In a spin class you’re pushing the pedals on the bike. In tennis you’re pushing your back, leg, shoulder, and arm muscles to go after the ball so you can put the right force and spin and velocity on it to “push” it back over the net. In golf you’re using some of the same muscles to put enough force against that little ball to drive it (push it) down the fairway. If you’re on a treadmill you’re pushing your leg muscles to work past your own internal resistance. If you’re doing pilates you’re pushing against your core. All of these things create a pleasurable outcome, even though we initially might feel some resistance to doing them. Yet once we push past that resistance, we feel energized, charged up and happy. That's what happens with dogs as well.

 

Why do some football teams always come from behind in the final minutes to win a big game while other teams tend to fade in the clutch? The kind of athletes who come through, when others can't, usually do so because they’re a little better at pushing past their own internal resistance, past that internal voice that says to the rest of us, “I can’t do this.”

 

Do dogs have such an inner voice?

 

Not exactly. But if the dogs I described in the case histories I cited above could talk they might very well say things like this:

 

“I can’t hold my bladder muscles until I get outside the house!”

 

“I can’t bring the Frisbee back to my owners!”

 

“I can’t walk on sidewalk grates!”

 

“I can’t control myself when I see other dogs eating!”

 

“I can’t obey commands or not chase squirrels or not be dominant!”

 

“I can’t be left alone in the apartment!”

 

“I can’t walk in the park or meet other doggiest!”

 

“I can’t stop biting my owners!”

 

Well, my little doggies, the truth is, “Yes, you can!”

 

You just have to learn how to push past your own internal resistance.

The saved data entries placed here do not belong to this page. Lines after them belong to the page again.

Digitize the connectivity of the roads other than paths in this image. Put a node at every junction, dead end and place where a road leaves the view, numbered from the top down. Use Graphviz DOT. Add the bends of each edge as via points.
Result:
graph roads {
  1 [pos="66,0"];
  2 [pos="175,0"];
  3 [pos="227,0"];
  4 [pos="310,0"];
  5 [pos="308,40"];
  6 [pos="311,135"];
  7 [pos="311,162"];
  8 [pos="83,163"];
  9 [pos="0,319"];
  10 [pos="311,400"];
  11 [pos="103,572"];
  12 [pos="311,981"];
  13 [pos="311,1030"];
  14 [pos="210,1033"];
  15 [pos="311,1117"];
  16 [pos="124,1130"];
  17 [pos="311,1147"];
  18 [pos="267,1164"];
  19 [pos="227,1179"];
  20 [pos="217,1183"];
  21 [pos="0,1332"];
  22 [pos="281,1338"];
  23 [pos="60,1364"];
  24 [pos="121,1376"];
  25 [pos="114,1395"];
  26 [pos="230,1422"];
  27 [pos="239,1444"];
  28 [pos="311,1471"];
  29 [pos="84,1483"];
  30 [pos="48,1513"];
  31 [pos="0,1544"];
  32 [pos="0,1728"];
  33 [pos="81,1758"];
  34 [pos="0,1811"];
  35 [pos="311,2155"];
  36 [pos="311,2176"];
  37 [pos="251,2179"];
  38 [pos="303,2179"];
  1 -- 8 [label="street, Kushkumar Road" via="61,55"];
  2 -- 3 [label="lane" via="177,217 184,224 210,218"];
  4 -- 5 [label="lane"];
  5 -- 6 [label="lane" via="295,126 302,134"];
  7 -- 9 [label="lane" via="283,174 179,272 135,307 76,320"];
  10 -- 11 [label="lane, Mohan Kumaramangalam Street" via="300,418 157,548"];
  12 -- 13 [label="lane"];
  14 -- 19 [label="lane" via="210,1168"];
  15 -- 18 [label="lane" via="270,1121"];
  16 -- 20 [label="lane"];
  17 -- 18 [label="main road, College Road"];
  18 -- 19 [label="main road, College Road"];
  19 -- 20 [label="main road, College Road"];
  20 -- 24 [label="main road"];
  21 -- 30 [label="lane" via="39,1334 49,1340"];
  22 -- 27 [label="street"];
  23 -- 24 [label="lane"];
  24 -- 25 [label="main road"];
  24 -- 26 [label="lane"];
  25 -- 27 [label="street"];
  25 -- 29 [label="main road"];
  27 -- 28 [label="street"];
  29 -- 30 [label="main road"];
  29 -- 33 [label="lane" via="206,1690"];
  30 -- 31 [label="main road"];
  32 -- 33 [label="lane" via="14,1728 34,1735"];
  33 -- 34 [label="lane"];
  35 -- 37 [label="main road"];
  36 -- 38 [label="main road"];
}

You just need to have someone with a nice big pouch of food, take you outdoors, and teach you how to push for your dinner. You don’t have to push very hard at first. You don’t even have to push at all if you don’t want to. But slowly and gradually, the more you learn how hard you can push, and how good it feels to push that hard, and then even a little harder, and a little harder after that, you’ll start to realize that you can do anything.

 

And guess who’s teaching you that wonderful lesson?

 

That’s right. It’s the person who loves you. He or she is the one who’s like Tom Brady or Russell Wilson, the one person who knows you can do it. That you can come from behind, you can get out of the hole you’re in, and prevail! That you are a strong doggie with a wonderful, wild heritage. And that you can do anything.

 

All you need is a little push…

 

LCK

“Life Is an Adventure — Where Will Your Dog Take You?”

 

Footnotes:

 

1) The Pushing Exercise is just one of 5 Core Exercises created by Kevin Behan.